Wśród gości, którzy wystąpili podczas części konferencyjnej, znaleźli się: diecezjalny duszpasterz niepełnosprawnych ks. dr Janusz Tomczak, starszy wizytator Wydziału Edukacji Ponadpodstawowej, Specjalnej i Placówek Kuratorium Oświaty w Bydgoszczy Iwona Andrzejewska, kierownik Katedry i Zakładu Genetyki Klinicznej Collegium Medicum UMK w Bydgoszczy prof. dr hab. n. med. Olga Haus oraz organizator obchodów i pomysłodawca inicjatywy „Dziecięce Graffiti” Piotr Częstochowski. – 21 marca to Światowy Dzień Zespołu Downa. Kolejny dzień nadziei, podsumowań, planów i pracy nad lepszym jutrem, zarówno dla mojej córki Małgosi jak i jej przyjaciół. Jestem wdzięczny Bogu za dar życia moich pięciorga dzieci. Pragnę także podkreślić, że to właśnie Małgosia jest obecnie moją inspiracją i możliwością rozwoju – powiedział Piotr Częstochowski.

Diecezjalny duszpasterz osób niepełnosprawnych, mówiąc o trosce wobec osób chorych, cierpiących, niepełnosprawnych, przywołał postaci papieży – św.

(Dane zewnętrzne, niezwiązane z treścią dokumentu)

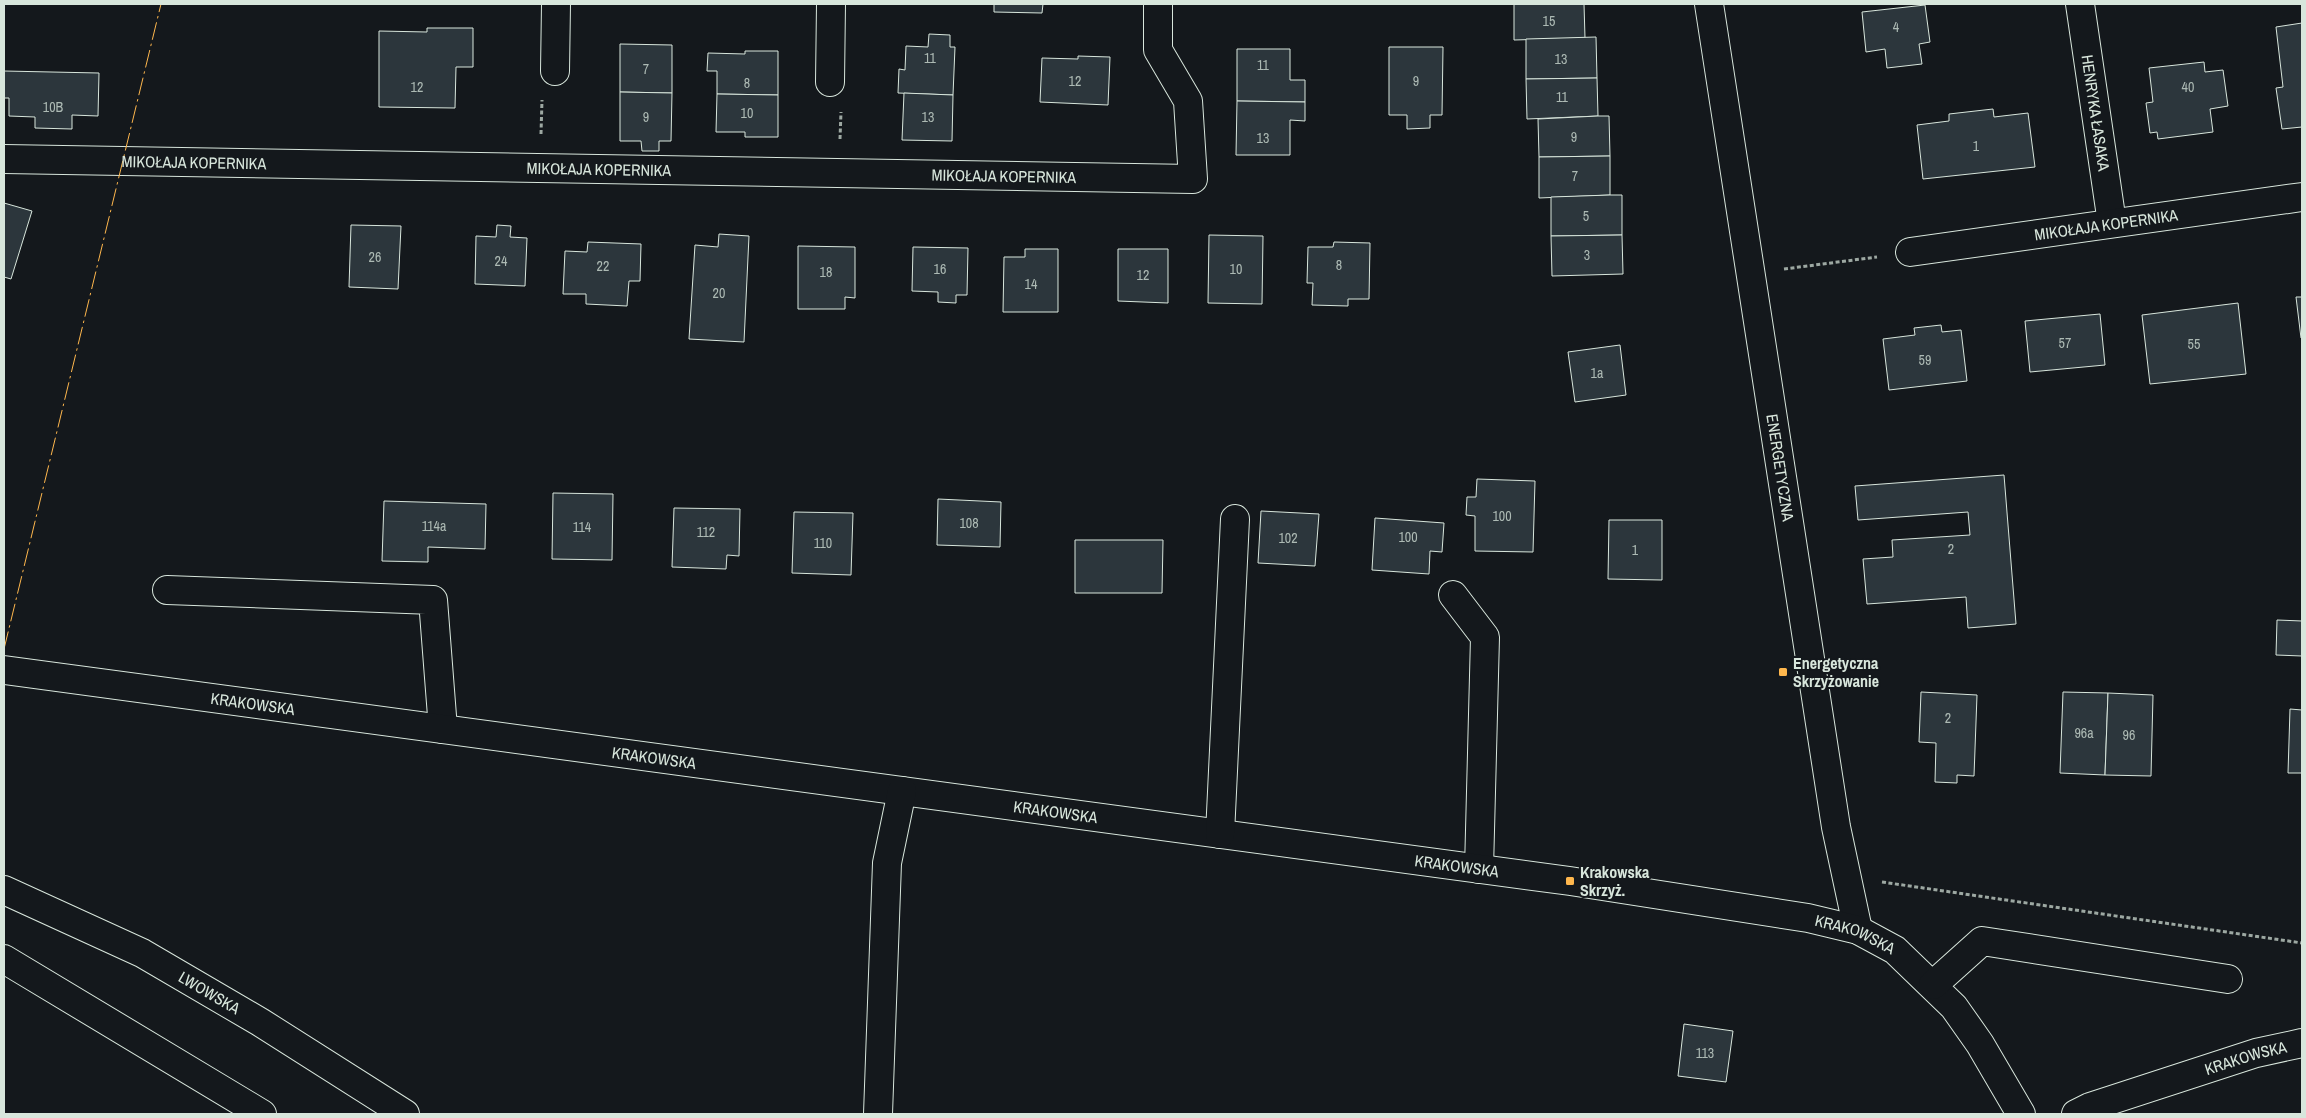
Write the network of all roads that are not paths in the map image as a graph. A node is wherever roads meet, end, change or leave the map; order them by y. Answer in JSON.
{"nodes":[{"id":1,"x":556,"y":4,"type":"edge"},
{"id":2,"x":831,"y":4,"type":"edge"},
{"id":3,"x":1158,"y":4,"type":"edge"},
{"id":4,"x":1709,"y":4,"type":"edge"},
{"id":5,"x":2080,"y":4,"type":"edge"},
{"id":6,"x":556,"y":71,"type":"road end"},
{"id":7,"x":830,"y":82,"type":"road end"},
{"id":8,"x":4,"y":159,"type":"edge"},
{"id":9,"x":2302,"y":197,"type":"edge"},
{"id":10,"x":2112,"y":223,"type":"junction"},
{"id":11,"x":1910,"y":252,"type":"road end"},
{"id":12,"x":1235,"y":520,"type":"dead end"},
{"id":13,"x":167,"y":590,"type":"dead end"},
{"id":14,"x":1453,"y":595,"type":"dead end"},
{"id":15,"x":4,"y":670,"type":"edge"},
{"id":16,"x":443,"y":730,"type":"junction"},
{"id":17,"x":902,"y":791,"type":"junction"},
{"id":18,"x":1220,"y":834,"type":"junction"},
{"id":19,"x":1479,"y":869,"type":"junction"},
{"id":20,"x":4,"y":890,"type":"edge"},
{"id":21,"x":1858,"y":930,"type":"junction"},
{"id":22,"x":4,"y":959,"type":"edge"},
{"id":23,"x":2228,"y":979,"type":"dead end"},
{"id":24,"x":1933,"y":985,"type":"junction"},
{"id":25,"x":2302,"y":1043,"type":"edge"},
{"id":26,"x":262,"y":1114,"type":"edge"},
{"id":27,"x":405,"y":1114,"type":"edge"},
{"id":28,"x":878,"y":1114,"type":"edge"},
{"id":29,"x":2021,"y":1114,"type":"edge"},
{"id":30,"x":2076,"y":1114,"type":"edge"}],
"edges":[{"from":1,"to":6,"type":"street"},
{"from":2,"to":7,"type":"street"},
{"from":3,"to":8,"type":"street","name":"MIKOŁAJA KOPERNIKA"},
{"from":4,"to":21,"type":"street","name":"ENERGETYCZNA"},
{"from":5,"to":10,"type":"street","name":"HENRYKA ŁASAKA"},
{"from":9,"to":10,"type":"street","name":"MIKOŁAJA KOPERNIKA"},
{"from":10,"to":11,"type":"street","name":"MIKOŁAJA KOPERNIKA"},
{"from":12,"to":18,"type":"street"},
{"from":13,"to":16,"type":"street"},
{"from":14,"to":19,"type":"street"},
{"from":15,"to":16,"type":"street","name":"KRAKOWSKA"},
{"from":16,"to":17,"type":"street","name":"KRAKOWSKA"},
{"from":17,"to":18,"type":"street","name":"KRAKOWSKA"},
{"from":17,"to":28,"type":"street"},
{"from":18,"to":19,"type":"street","name":"KRAKOWSKA"},
{"from":19,"to":21,"type":"street","name":"KRAKOWSKA"},
{"from":20,"to":27,"type":"street","name":"LWOWSKA"},
{"from":21,"to":24,"type":"street","name":"KRAKOWSKA"},
{"from":22,"to":26,"type":"street"},
{"from":23,"to":24,"type":"street"},
{"from":24,"to":29,"type":"street","name":"KRAKOWSKA"},
{"from":25,"to":30,"type":"street","name":"KRAKOWSKA"}]}
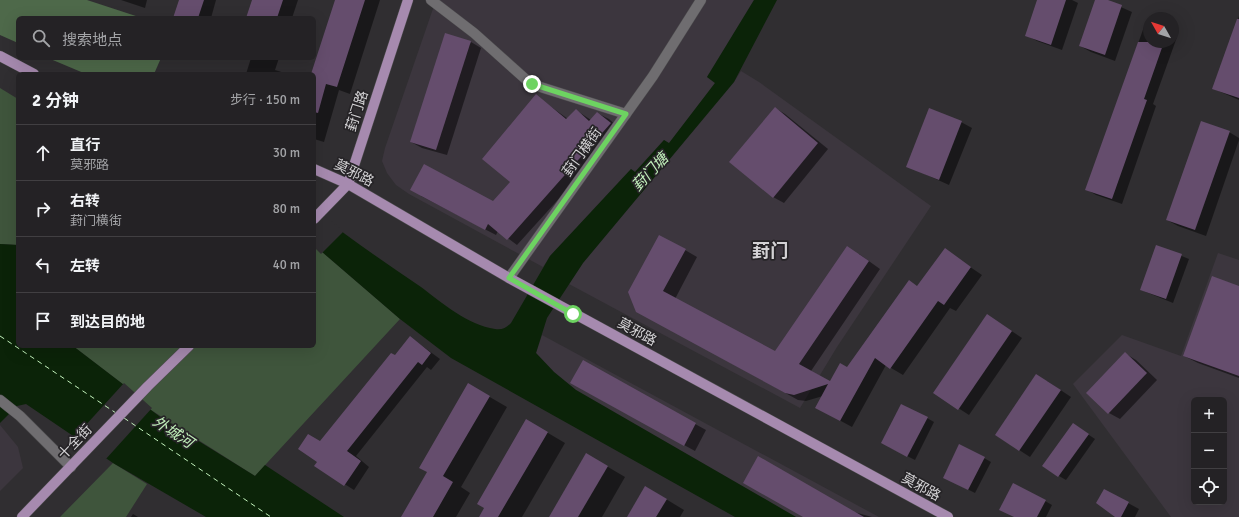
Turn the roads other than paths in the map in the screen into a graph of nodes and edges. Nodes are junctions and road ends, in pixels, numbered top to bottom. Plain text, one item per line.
1 (408, 0) edge
2 (431, 0) edge
3 (701, 0) edge
4 (0, 56) edge
5 (30, 72) edge
6 (626, 114) junction
7 (316, 170) edge
8 (348, 184) junction
9 (316, 217) edge
10 (509, 278) junction
11 (187, 348) edge
12 (0, 400) edge
13 (71, 467) junction
14 (22, 517) edge
15 (948, 517) edge

1 - 8 main road, 葑门路
2 - 6 street
3 - 6 street, 葑门横街
4 - 5 main road
6 - 10 street, 葑门横街
7 - 8 main road, 莫邪路
8 - 9 main road, 葑门路
8 - 10 main road, 莫邪路
10 - 15 main road, 莫邪路
11 - 13 main road, 十全街
12 - 13 street
13 - 14 main road, 十全街

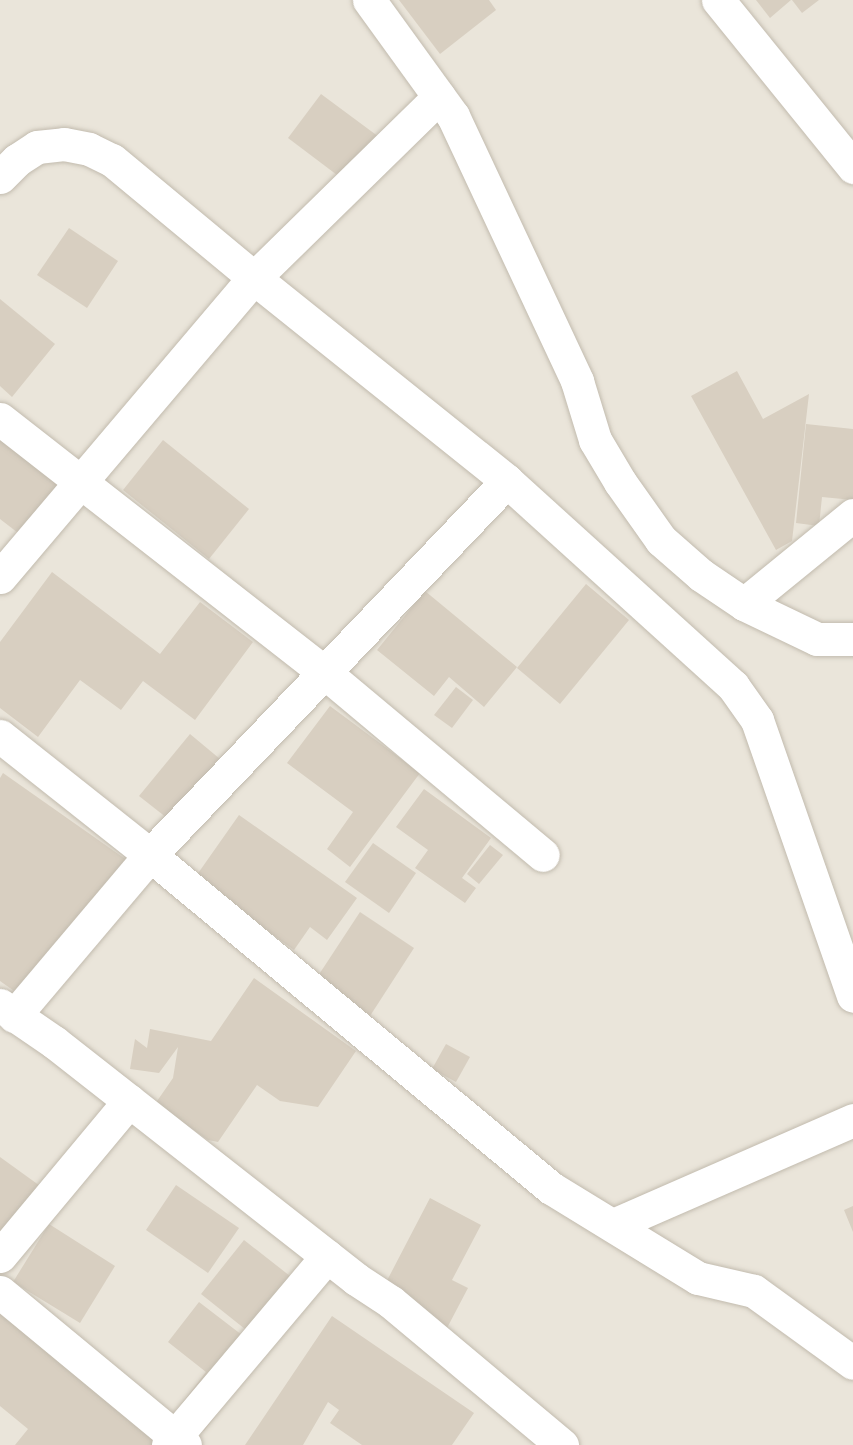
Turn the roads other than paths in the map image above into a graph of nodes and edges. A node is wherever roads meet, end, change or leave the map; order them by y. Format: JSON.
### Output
{"nodes":[{"id":1,"x":369,"y":0,"type":"edge"},
{"id":2,"x":718,"y":0,"type":"edge"},
{"id":3,"x":439,"y":97,"type":"junction"},
{"id":4,"x":853,"y":167,"type":"edge"},
{"id":5,"x":0,"y":177,"type":"edge"},
{"id":6,"x":254,"y":278,"type":"junction"},
{"id":7,"x":0,"y":419,"type":"edge"},
{"id":8,"x":507,"y":481,"type":"junction"},
{"id":9,"x":81,"y":482,"type":"junction"},
{"id":10,"x":853,"y":515,"type":"edge"},
{"id":11,"x":0,"y":577,"type":"edge"},
{"id":12,"x":744,"y":604,"type":"junction"},
{"id":13,"x":853,"y":639,"type":"edge"},
{"id":14,"x":324,"y":672,"type":"junction"},
{"id":15,"x":0,"y":736,"type":"edge"},
{"id":16,"x":150,"y":855,"type":"junction"},
{"id":17,"x":543,"y":855,"type":"dead end"},
{"id":18,"x":853,"y":996,"type":"edge"},
{"id":19,"x":7,"y":1011,"type":"edge"},
{"id":20,"x":129,"y":1101,"type":"junction"},
{"id":21,"x":853,"y":1120,"type":"edge"},
{"id":22,"x":613,"y":1225,"type":"junction"},
{"id":23,"x":0,"y":1256,"type":"edge"},
{"id":24,"x":327,"y":1256,"type":"junction"},
{"id":25,"x":0,"y":1292,"type":"edge"},
{"id":26,"x":853,"y":1363,"type":"edge"},
{"id":27,"x":542,"y":1439,"type":"edge"},
{"id":28,"x":176,"y":1442,"type":"edge"}],
"edges":[{"from":1,"to":3,"type":"street"},
{"from":2,"to":4,"type":"street"},
{"from":3,"to":6,"type":"street"},
{"from":3,"to":12,"type":"street"},
{"from":5,"to":6,"type":"street"},
{"from":6,"to":8,"type":"street"},
{"from":6,"to":9,"type":"street"},
{"from":7,"to":9,"type":"street"},
{"from":8,"to":14,"type":"street"},
{"from":8,"to":18,"type":"street"},
{"from":9,"to":11,"type":"street"},
{"from":9,"to":14,"type":"street"},
{"from":10,"to":12,"type":"street"},
{"from":12,"to":13,"type":"street"},
{"from":14,"to":16,"type":"street"},
{"from":14,"to":17,"type":"street"},
{"from":15,"to":16,"type":"street"},
{"from":16,"to":19,"type":"street"},
{"from":16,"to":22,"type":"street"},
{"from":19,"to":20,"type":"street"},
{"from":20,"to":23,"type":"street"},
{"from":20,"to":24,"type":"street"},
{"from":21,"to":22,"type":"street"},
{"from":22,"to":26,"type":"street"},
{"from":24,"to":27,"type":"street"},
{"from":24,"to":28,"type":"street"},
{"from":25,"to":28,"type":"street"}]}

Jana Pawła II, Benedykta XVI oraz Franciszka. – Papież Franciszek w 2017 roku mówił: „Wciąż zbyt silna jest w powszechnej mentalności postawa odrzucenia sytuacji niepełnosprawności, jakby uniemożliwiała ona bycie szczęśliwym i realizowanie siebie. Świadczy o tym tendencja eugeniczna, by eliminować dzieci nienarodzone, mające jakąś formę niedoskonałości”. Papież docenił coraz większą świadomość godności każdej osoby, zauważając zarazem, że „wizja często narcystyczna i utylitarystyczna prowadzi niestety niemało osób do traktowania niepełnosprawnych w sposób marginalny, nie dostrzegając w nich wielorakiego bogactwa ludzkiego i duchowego”. Należy stwierdzić, że niepełnosprawni potrzebują wspólnoty Kościoła, ale też i Kościół potrzebuje wspólnoty niepełnosprawnych, by spełniać swoją misję wyznaczoną przez Chrystusa – powiedział ks. dr Janusz Tomczak.

Światowy Dzień Zespołu Downa to święto ustanowione w 2005 roku z inicjatywy Europejskiego Stowarzyszenia Zespołu Downa. Od 2012 roku patronat nad obchodami sprawuje Organizacja Narodów Zjednoczonych.– Święto to jest nam potrzebne po to, aby pokazywać całemu światu, w tym politykom, urzędnikom, jak również osobom z różnych środowisk – delikatnie mówiąc „nieprzekonanym”, że mamy prawo do godnego życia – podsumował Piotr Częstochowski.